● **PROBLEM DETAILS**
State the number of lines that hold "McKinley" in the records below, with no other words.

● **DATA**
━━━━━━━━━━━━━━━━━━━━━━━━━━━━━━

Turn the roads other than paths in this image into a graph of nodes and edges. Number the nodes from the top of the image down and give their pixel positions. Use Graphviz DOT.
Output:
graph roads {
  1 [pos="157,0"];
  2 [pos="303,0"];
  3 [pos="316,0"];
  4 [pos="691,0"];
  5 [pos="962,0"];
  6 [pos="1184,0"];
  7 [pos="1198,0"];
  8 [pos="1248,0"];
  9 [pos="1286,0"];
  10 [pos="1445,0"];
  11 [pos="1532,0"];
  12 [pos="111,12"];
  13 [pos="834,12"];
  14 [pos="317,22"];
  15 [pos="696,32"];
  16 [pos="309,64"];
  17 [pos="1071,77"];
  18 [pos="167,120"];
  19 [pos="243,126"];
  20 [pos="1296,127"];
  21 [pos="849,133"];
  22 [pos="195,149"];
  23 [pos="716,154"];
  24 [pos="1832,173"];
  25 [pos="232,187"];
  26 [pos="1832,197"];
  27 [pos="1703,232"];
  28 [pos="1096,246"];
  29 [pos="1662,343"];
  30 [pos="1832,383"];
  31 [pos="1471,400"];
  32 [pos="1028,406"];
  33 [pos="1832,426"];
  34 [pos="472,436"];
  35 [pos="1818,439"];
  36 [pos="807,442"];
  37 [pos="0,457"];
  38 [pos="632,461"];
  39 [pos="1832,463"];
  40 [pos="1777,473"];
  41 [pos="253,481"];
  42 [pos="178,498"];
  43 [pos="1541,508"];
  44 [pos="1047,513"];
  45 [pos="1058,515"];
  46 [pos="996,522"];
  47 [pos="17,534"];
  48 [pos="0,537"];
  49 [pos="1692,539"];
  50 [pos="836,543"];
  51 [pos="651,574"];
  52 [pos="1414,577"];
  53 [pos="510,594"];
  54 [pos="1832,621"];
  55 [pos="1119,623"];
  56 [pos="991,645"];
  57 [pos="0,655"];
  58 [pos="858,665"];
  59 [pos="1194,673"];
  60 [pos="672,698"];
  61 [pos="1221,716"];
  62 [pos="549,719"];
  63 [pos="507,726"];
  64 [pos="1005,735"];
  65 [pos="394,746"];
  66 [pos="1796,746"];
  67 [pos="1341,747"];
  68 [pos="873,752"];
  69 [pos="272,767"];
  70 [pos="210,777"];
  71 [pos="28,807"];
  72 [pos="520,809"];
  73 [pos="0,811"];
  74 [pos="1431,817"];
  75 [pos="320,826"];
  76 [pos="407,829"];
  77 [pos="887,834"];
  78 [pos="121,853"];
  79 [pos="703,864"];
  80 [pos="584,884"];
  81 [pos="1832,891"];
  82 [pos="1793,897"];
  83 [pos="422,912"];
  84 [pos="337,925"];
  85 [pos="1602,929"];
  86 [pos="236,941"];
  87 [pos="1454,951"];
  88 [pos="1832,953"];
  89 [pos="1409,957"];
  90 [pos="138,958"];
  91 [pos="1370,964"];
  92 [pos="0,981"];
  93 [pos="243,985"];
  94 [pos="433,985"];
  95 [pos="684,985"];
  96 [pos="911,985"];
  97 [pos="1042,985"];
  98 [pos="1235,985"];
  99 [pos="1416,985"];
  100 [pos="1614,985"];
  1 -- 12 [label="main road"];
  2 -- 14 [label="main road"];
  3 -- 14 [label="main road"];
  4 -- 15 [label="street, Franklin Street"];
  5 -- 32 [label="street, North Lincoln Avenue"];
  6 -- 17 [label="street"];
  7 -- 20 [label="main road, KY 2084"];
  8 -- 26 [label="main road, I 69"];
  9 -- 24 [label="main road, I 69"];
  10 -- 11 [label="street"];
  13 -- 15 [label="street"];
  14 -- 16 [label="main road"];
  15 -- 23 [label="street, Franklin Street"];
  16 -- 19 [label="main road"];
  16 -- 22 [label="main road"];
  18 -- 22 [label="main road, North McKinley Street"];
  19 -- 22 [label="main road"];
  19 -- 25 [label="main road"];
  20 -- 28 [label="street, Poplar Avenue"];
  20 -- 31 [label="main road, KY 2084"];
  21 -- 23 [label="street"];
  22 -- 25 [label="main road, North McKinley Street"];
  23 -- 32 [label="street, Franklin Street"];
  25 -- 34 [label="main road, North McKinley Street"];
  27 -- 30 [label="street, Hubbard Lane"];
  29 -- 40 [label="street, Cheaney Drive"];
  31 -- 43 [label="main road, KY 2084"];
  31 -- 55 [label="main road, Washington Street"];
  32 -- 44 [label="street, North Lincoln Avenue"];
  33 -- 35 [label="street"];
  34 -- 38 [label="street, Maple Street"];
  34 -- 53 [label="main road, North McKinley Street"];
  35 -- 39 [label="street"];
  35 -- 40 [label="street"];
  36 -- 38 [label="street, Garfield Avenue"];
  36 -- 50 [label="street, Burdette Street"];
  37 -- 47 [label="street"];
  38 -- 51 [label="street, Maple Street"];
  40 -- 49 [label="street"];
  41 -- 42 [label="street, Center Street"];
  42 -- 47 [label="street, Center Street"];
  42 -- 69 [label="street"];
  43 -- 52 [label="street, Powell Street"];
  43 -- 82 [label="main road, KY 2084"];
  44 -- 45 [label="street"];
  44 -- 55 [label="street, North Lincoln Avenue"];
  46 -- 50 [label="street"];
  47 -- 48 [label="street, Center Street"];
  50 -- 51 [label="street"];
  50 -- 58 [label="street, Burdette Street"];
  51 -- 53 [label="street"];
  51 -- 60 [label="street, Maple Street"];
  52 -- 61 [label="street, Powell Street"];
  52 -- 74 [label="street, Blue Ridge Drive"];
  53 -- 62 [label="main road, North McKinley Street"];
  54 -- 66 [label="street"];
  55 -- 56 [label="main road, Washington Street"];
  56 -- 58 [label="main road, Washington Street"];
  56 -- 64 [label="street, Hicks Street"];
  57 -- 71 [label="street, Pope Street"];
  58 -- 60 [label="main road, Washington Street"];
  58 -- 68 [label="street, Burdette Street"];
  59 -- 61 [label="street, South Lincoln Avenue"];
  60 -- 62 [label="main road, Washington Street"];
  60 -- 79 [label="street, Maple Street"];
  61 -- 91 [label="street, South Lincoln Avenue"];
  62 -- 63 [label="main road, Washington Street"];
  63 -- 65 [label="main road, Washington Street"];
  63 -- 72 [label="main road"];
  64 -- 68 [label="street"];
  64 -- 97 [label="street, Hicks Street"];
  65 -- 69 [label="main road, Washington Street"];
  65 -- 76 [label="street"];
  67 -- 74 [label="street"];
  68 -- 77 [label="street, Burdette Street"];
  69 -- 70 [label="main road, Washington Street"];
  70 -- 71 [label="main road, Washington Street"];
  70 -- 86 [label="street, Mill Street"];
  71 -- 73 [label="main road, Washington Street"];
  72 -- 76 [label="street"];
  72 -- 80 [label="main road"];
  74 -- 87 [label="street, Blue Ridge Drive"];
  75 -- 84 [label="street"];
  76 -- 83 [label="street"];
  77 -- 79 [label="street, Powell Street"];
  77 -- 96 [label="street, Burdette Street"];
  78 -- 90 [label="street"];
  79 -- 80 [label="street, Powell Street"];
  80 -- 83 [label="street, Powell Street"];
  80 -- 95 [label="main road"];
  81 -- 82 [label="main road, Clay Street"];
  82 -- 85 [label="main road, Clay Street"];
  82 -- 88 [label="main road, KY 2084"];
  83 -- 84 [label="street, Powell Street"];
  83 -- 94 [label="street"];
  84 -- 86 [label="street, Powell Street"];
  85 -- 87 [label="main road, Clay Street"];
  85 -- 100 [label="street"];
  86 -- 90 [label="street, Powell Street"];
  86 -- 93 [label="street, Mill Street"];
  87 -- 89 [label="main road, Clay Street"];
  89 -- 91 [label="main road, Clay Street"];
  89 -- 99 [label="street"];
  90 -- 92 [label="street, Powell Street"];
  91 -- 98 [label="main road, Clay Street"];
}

━━━━━━━━━━━━━━━━━━━━━━━━━━━━━━

● **SOLUTION FOR THIS EXERCISE**
5